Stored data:

-- Opening Marker --

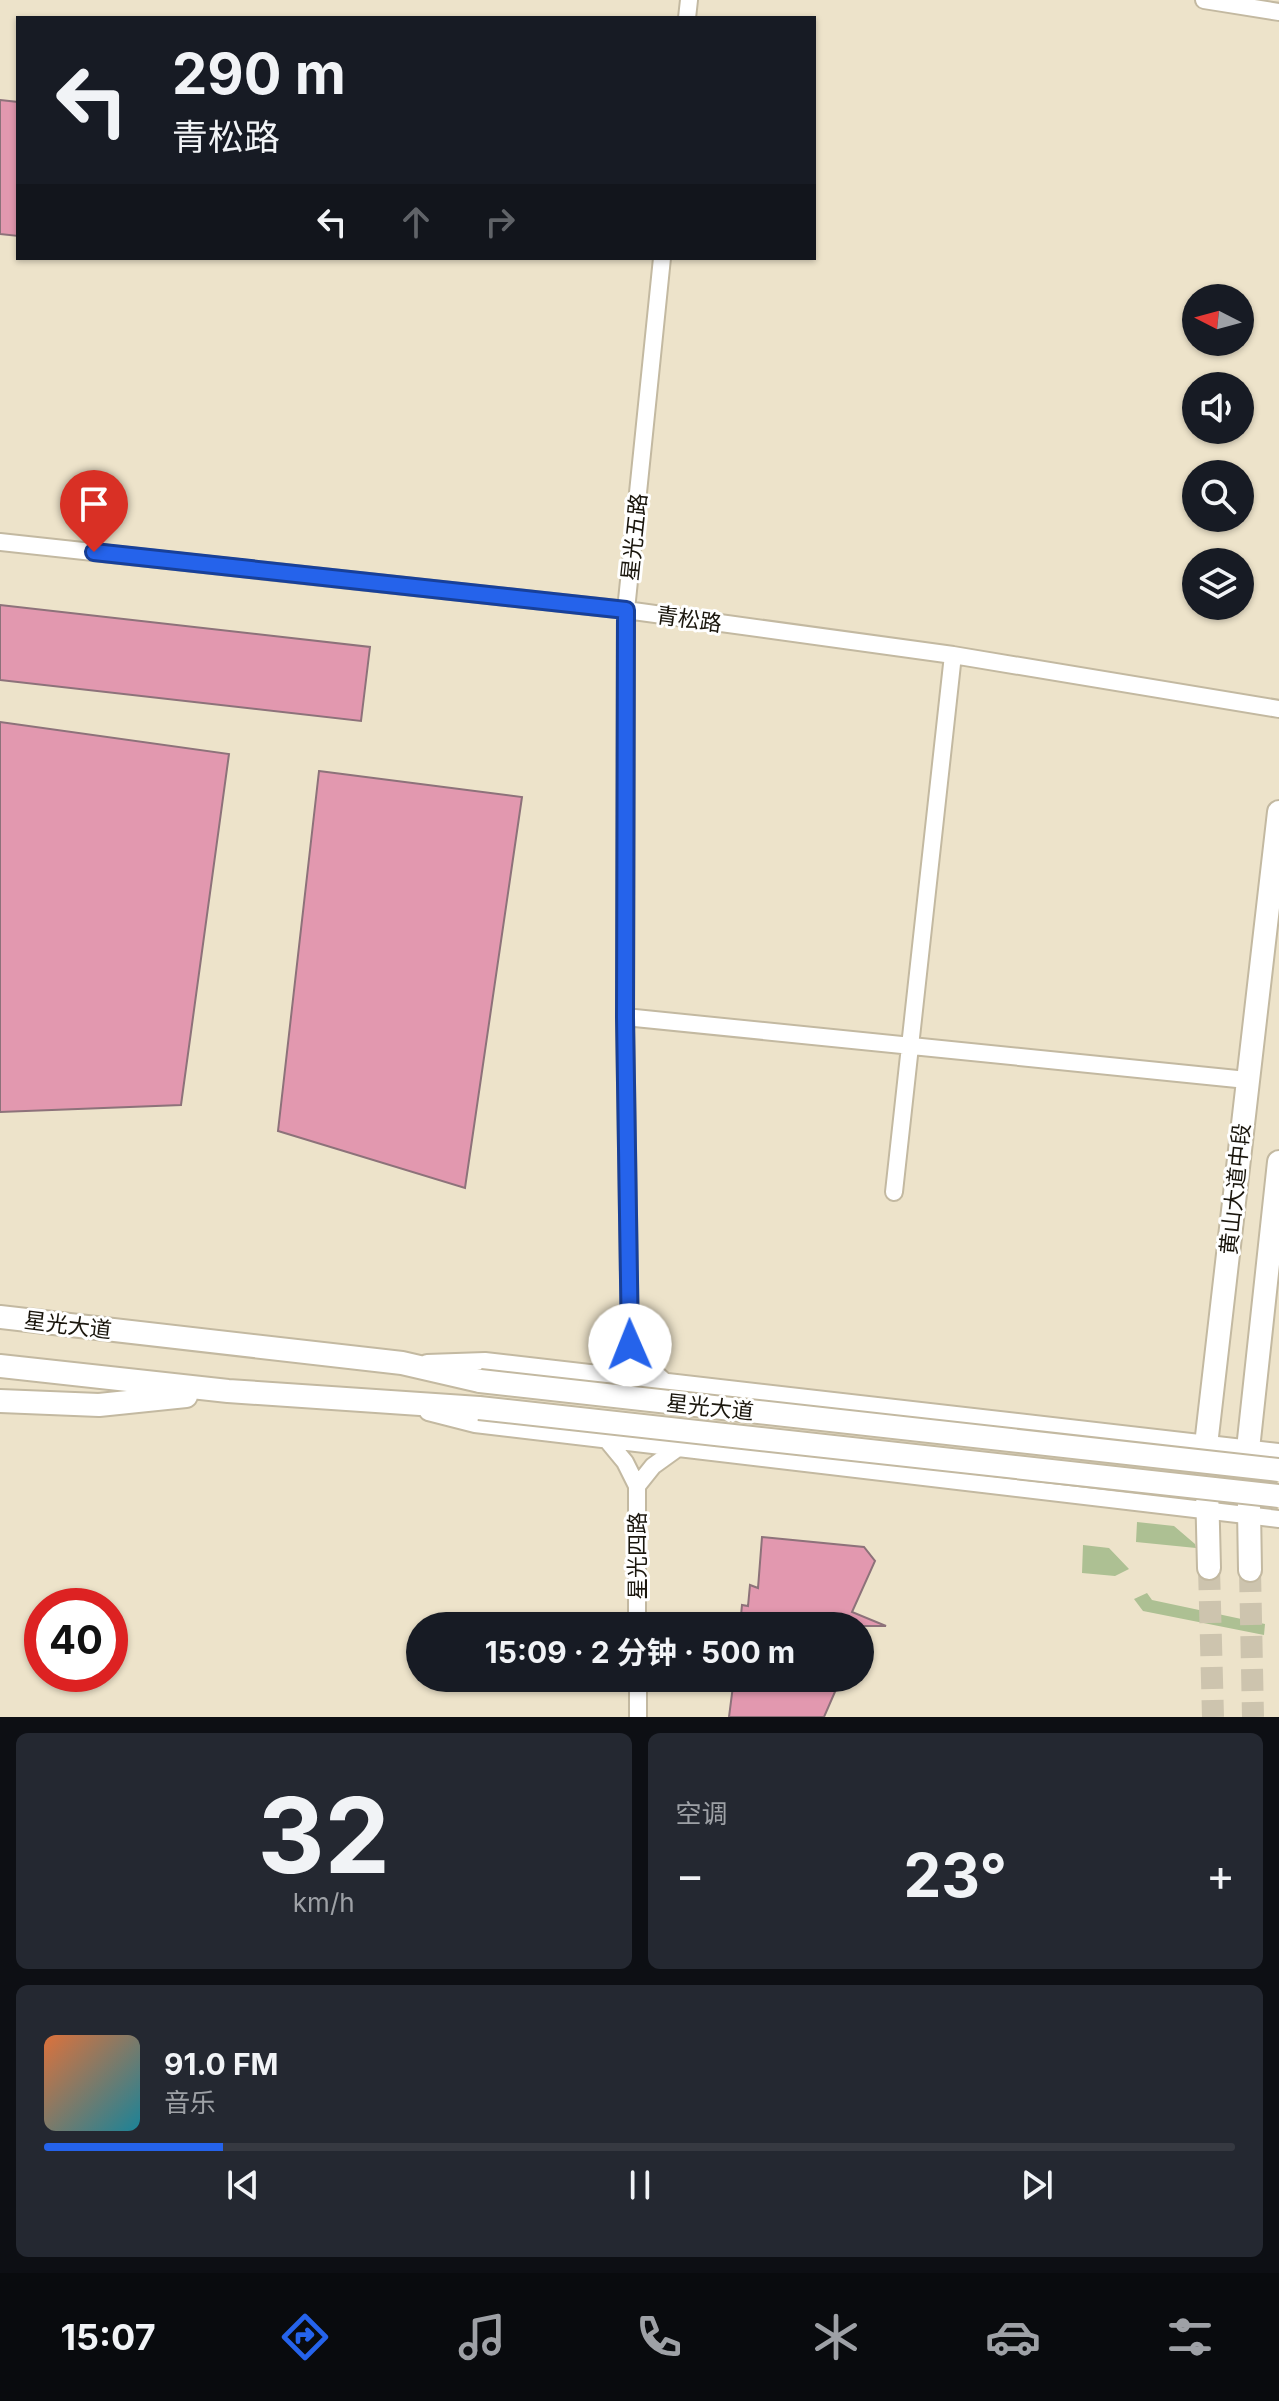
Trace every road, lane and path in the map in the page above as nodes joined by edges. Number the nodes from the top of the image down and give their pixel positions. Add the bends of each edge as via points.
1 (1204, 0) edge
2 (1279, 12) edge
3 (662, 260) edge
4 (0, 542) edge
5 (626, 610) junction
6 (953, 655) junction
7 (1279, 709) edge
8 (1279, 812) edge
9 (625, 1017) junction
10 (911, 1044) junction
11 (1247, 1080) junction
12 (1279, 1162) edge
13 (894, 1192) dead end
14 (0, 1317) edge
15 (630, 1345) junction
16 (402, 1363) junction
17 (0, 1366) edge
18 (594, 1374) junction
19 (77, 1375) junction
20 (0, 1382) edge
21 (666, 1382) junction
22 (228, 1391) junction
23 (0, 1401) edge
24 (387, 1402) junction
25 (606, 1439) junction
26 (1206, 1445) junction
27 (678, 1448) junction
28 (1248, 1449) junction
29 (1279, 1452) edge
30 (1279, 1470) edge
31 (637, 1486) junction
32 (1279, 1496) edge
33 (1207, 1511) junction
34 (1249, 1516) junction
35 (1279, 1519) edge
36 (1209, 1568) tunnel mouth
37 (1250, 1570) tunnel mouth
38 (637, 1612) edge
39 (638, 1692) edge
40 (638, 1717) edge

1 - 2 street
3 - 5 street, 星光五路
4 - 5 street, 青松路
5 - 6 street, 青松路
5 - 9 street, 星光五路
6 - 7 street, 青松路
6 - 10 street
8 - 11 main road, 黄山大道中段
9 - 10 street
9 - 15 street, 星光五路
10 - 11 street
10 - 13 street
11 - 26 main road, 黄山大道中段
12 - 28 main road, 黄山大道中段
14 - 16 main road, 星光大道
15 - 18 street
15 - 21 street
16 - 18 street via 485,1361
16 - 30 main road, 星光大道, bridge via 480,1381
17 - 19 main road, 星光大道
18 - 21 street
19 - 20 main road
19 - 22 main road, 星光大道
21 - 26 street
22 - 23 main road via 99,1405
22 - 24 main road, 星光大道
24 - 25 street via 475,1424
24 - 32 main road, 星光大道, bridge
25 - 27 street
25 - 31 street
26 - 28 street
26 - 33 main road, 黄山大道中段
27 - 31 street
27 - 33 street
28 - 29 street
28 - 34 main road, 黄山大道中段
31 - 38 street, 星光四路
33 - 34 street
33 - 36 main road, 黄山大道中段
34 - 35 street
34 - 37 main road, 黄山大道中段
39 - 40 street

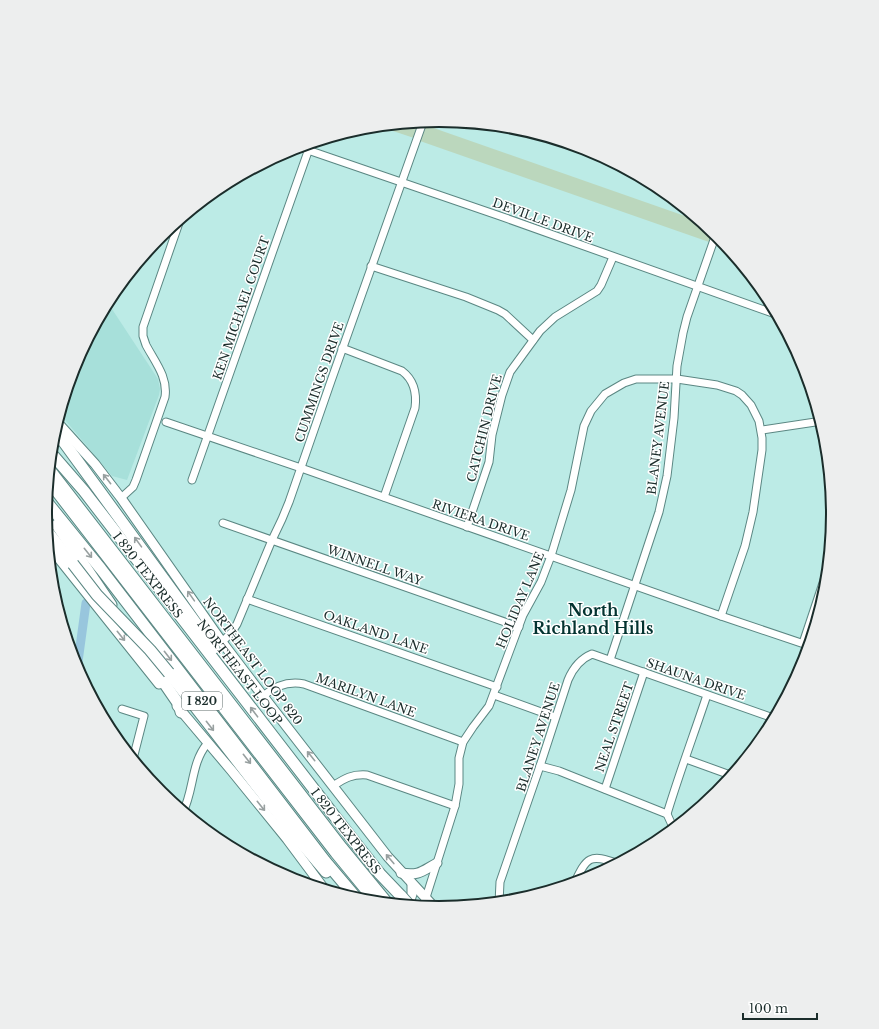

-- Closing Marker --

Identify the lines above that contain the word "星光大道", then copy them.

#### Written answer
14 - 16 main road, 星光大道
16 - 30 main road, 星光大道, bridge via 480,1381
17 - 19 main road, 星光大道
19 - 22 main road, 星光大道
22 - 24 main road, 星光大道
24 - 32 main road, 星光大道, bridge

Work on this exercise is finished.